◆ **Dataset records**:
============

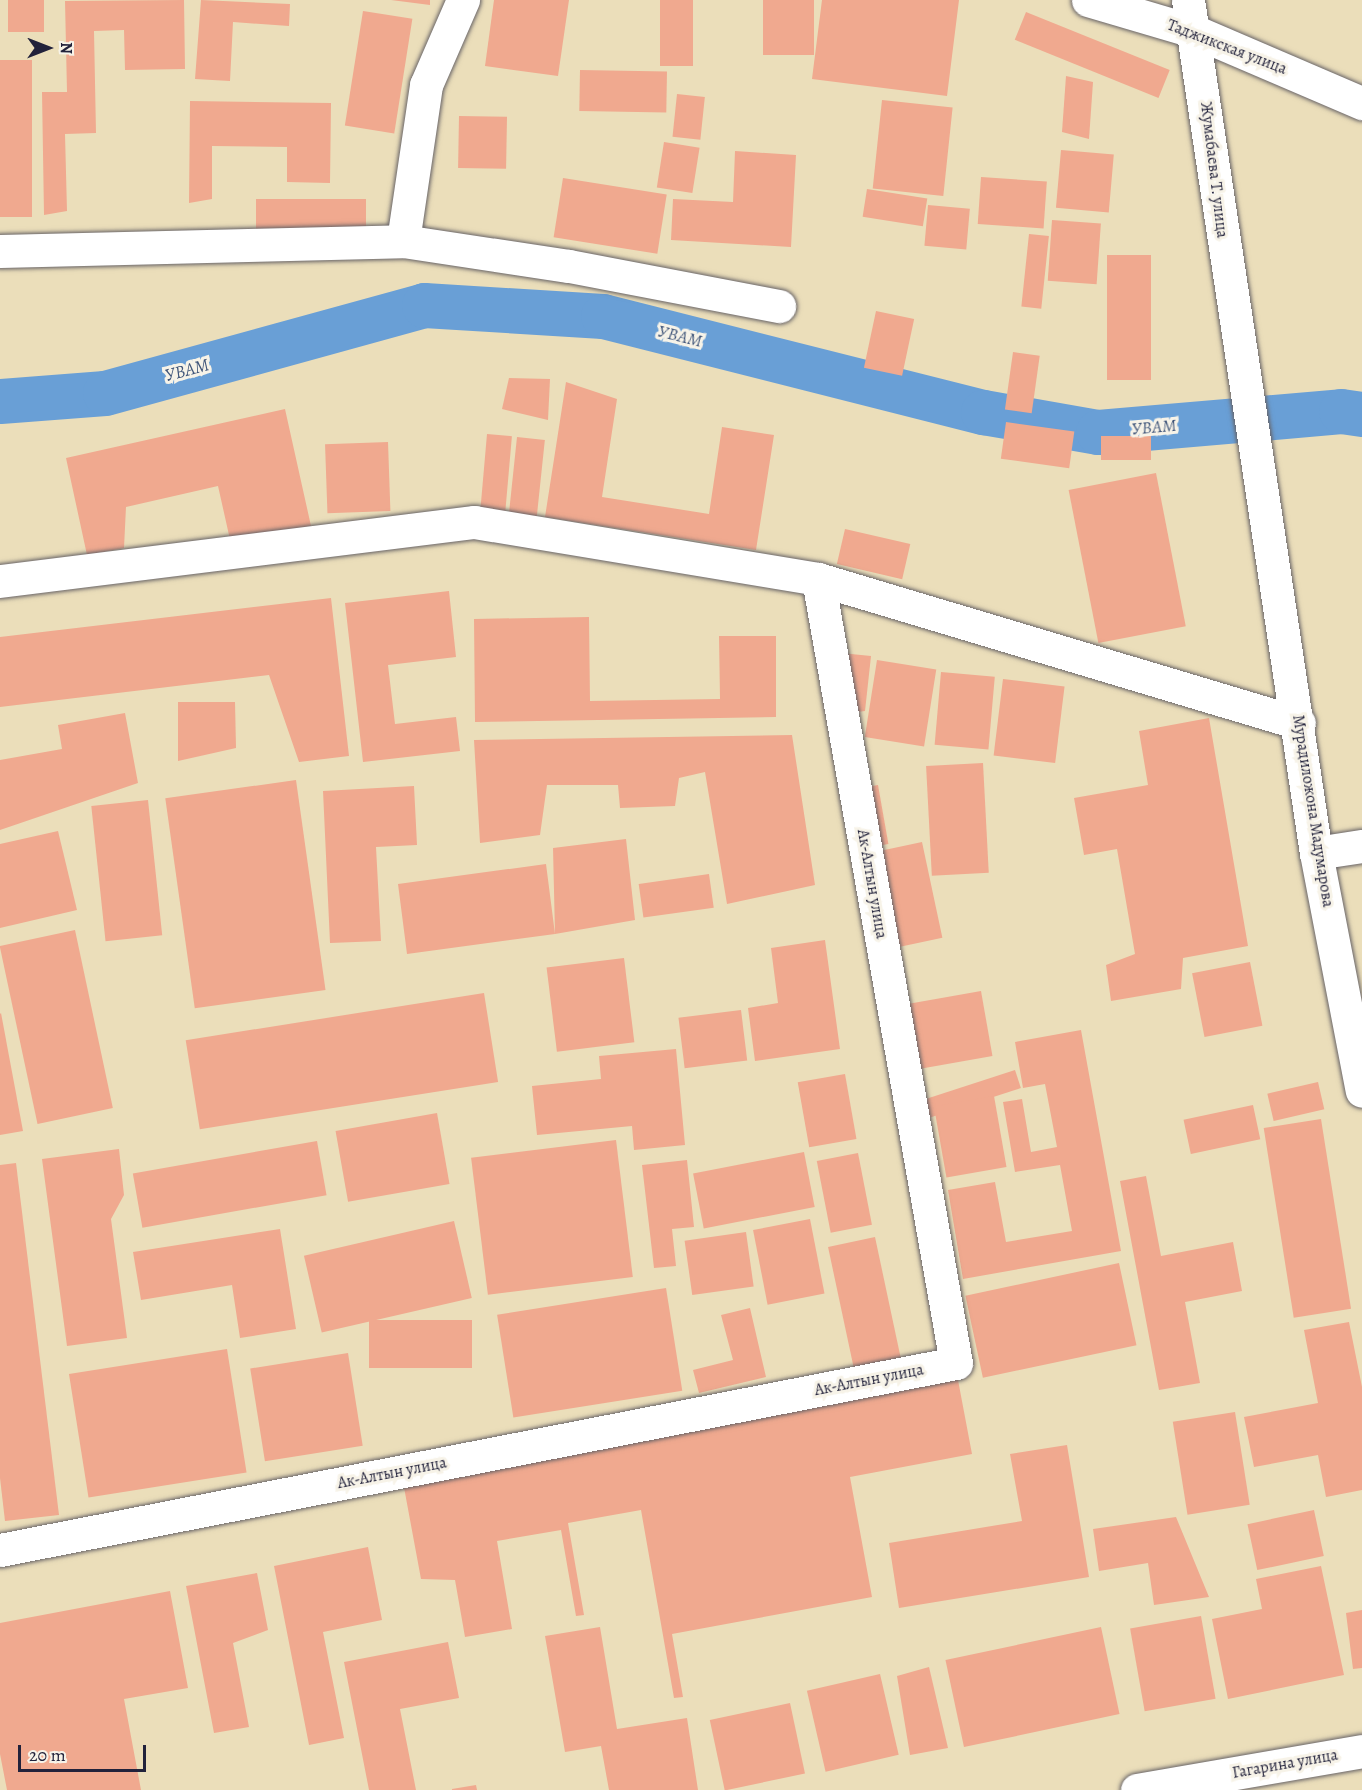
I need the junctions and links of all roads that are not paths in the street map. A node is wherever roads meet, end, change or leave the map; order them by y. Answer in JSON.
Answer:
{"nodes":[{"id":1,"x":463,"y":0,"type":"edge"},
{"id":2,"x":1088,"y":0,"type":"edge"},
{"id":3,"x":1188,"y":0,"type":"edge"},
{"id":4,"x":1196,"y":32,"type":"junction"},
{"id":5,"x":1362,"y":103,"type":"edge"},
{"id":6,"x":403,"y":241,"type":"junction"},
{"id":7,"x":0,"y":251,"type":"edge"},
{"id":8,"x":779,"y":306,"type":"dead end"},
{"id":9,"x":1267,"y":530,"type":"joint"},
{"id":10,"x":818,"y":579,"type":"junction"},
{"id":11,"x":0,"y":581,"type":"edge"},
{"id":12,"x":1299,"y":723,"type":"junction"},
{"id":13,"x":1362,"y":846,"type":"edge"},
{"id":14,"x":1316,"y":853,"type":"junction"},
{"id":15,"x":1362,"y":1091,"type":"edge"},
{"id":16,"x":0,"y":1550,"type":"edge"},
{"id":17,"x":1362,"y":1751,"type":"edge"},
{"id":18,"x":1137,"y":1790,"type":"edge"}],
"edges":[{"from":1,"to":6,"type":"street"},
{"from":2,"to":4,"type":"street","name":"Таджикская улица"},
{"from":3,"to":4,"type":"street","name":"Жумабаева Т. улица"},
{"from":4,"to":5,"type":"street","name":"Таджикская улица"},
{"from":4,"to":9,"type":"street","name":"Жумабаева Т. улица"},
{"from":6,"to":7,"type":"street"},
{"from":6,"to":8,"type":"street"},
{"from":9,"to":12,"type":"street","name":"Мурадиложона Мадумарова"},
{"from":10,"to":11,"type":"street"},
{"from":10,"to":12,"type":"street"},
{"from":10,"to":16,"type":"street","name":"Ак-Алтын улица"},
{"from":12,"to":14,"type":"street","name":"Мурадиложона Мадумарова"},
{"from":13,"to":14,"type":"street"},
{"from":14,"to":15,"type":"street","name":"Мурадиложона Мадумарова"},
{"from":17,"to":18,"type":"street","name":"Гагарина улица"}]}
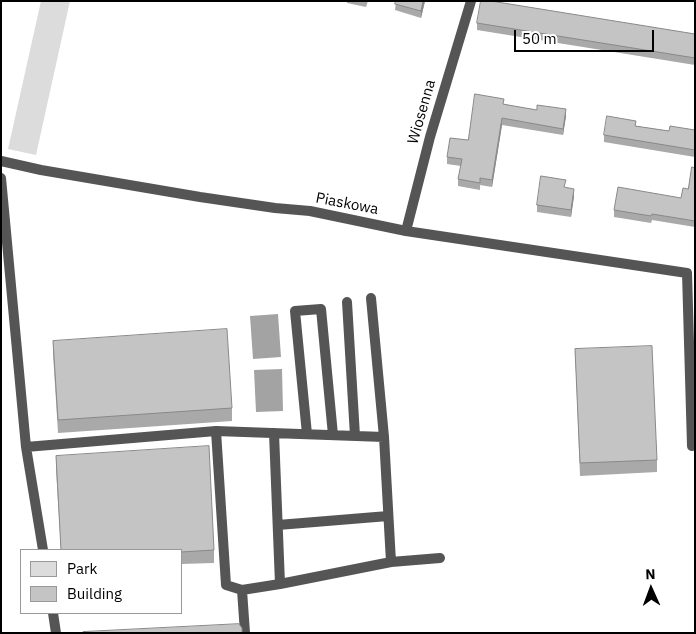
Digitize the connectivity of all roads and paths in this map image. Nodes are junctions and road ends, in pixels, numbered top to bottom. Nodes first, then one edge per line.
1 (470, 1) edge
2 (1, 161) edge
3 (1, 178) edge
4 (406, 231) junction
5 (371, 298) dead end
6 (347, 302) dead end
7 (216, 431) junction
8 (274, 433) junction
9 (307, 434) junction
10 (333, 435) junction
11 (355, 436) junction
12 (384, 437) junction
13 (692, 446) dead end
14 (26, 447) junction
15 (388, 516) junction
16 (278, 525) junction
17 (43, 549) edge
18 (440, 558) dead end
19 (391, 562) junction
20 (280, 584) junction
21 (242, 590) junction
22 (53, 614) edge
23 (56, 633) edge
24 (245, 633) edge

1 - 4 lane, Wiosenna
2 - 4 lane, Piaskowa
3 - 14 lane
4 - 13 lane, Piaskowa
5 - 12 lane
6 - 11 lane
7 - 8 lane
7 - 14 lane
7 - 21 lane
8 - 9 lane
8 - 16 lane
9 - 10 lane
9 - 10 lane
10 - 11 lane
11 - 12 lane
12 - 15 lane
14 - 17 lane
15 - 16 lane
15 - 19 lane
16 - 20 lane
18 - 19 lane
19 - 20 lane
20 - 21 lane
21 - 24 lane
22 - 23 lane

============

Pictures within the entries must not be reproduced; everything else is to be restated verbatim.

◆ **Exercise solution**:
I need the junctions and links of all roads that are not paths in the street map. A node is wherever roads meet, end, change or leave the map; order them by y. Answer in JSON.
Answer:
{"nodes":[{"id":1,"x":463,"y":0,"type":"edge"},
{"id":2,"x":1088,"y":0,"type":"edge"},
{"id":3,"x":1188,"y":0,"type":"edge"},
{"id":4,"x":1196,"y":32,"type":"junction"},
{"id":5,"x":1362,"y":103,"type":"edge"},
{"id":6,"x":403,"y":241,"type":"junction"},
{"id":7,"x":0,"y":251,"type":"edge"},
{"id":8,"x":779,"y":306,"type":"dead end"},
{"id":9,"x":1267,"y":530,"type":"joint"},
{"id":10,"x":818,"y":579,"type":"junction"},
{"id":11,"x":0,"y":581,"type":"edge"},
{"id":12,"x":1299,"y":723,"type":"junction"},
{"id":13,"x":1362,"y":846,"type":"edge"},
{"id":14,"x":1316,"y":853,"type":"junction"},
{"id":15,"x":1362,"y":1091,"type":"edge"},
{"id":16,"x":0,"y":1550,"type":"edge"},
{"id":17,"x":1362,"y":1751,"type":"edge"},
{"id":18,"x":1137,"y":1790,"type":"edge"}],
"edges":[{"from":1,"to":6,"type":"street"},
{"from":2,"to":4,"type":"street","name":"Таджикская улица"},
{"from":3,"to":4,"type":"street","name":"Жумабаева Т. улица"},
{"from":4,"to":5,"type":"street","name":"Таджикская улица"},
{"from":4,"to":9,"type":"street","name":"Жумабаева Т. улица"},
{"from":6,"to":7,"type":"street"},
{"from":6,"to":8,"type":"street"},
{"from":9,"to":12,"type":"street","name":"Мурадиложона Мадумарова"},
{"from":10,"to":11,"type":"street"},
{"from":10,"to":12,"type":"street"},
{"from":10,"to":16,"type":"street","name":"Ак-Алтын улица"},
{"from":12,"to":14,"type":"street","name":"Мурадиложона Мадумарова"},
{"from":13,"to":14,"type":"street"},
{"from":14,"to":15,"type":"street","name":"Мурадиложона Мадумарова"},
{"from":17,"to":18,"type":"street","name":"Гагарина улица"}]}
Digitize the connectivity of all roads and paths in this map image. Nodes are junctions and road ends, in pixels, numbered top to bottom. Nodes first, then one edge per line.
1 (470, 1) edge
2 (1, 161) edge
3 (1, 178) edge
4 (406, 231) junction
5 (371, 298) dead end
6 (347, 302) dead end
7 (216, 431) junction
8 (274, 433) junction
9 (307, 434) junction
10 (333, 435) junction
11 (355, 436) junction
12 (384, 437) junction
13 (692, 446) dead end
14 (26, 447) junction
15 (388, 516) junction
16 (278, 525) junction
17 (43, 549) edge
18 (440, 558) dead end
19 (391, 562) junction
20 (280, 584) junction
21 (242, 590) junction
22 (53, 614) edge
23 (56, 633) edge
24 (245, 633) edge

1 - 4 lane, Wiosenna
2 - 4 lane, Piaskowa
3 - 14 lane
4 - 13 lane, Piaskowa
5 - 12 lane
6 - 11 lane
7 - 8 lane
7 - 14 lane
7 - 21 lane
8 - 9 lane
8 - 16 lane
9 - 10 lane
9 - 10 lane
10 - 11 lane
11 - 12 lane
12 - 15 lane
14 - 17 lane
15 - 16 lane
15 - 19 lane
16 - 20 lane
18 - 19 lane
19 - 20 lane
20 - 21 lane
21 - 24 lane
22 - 23 lane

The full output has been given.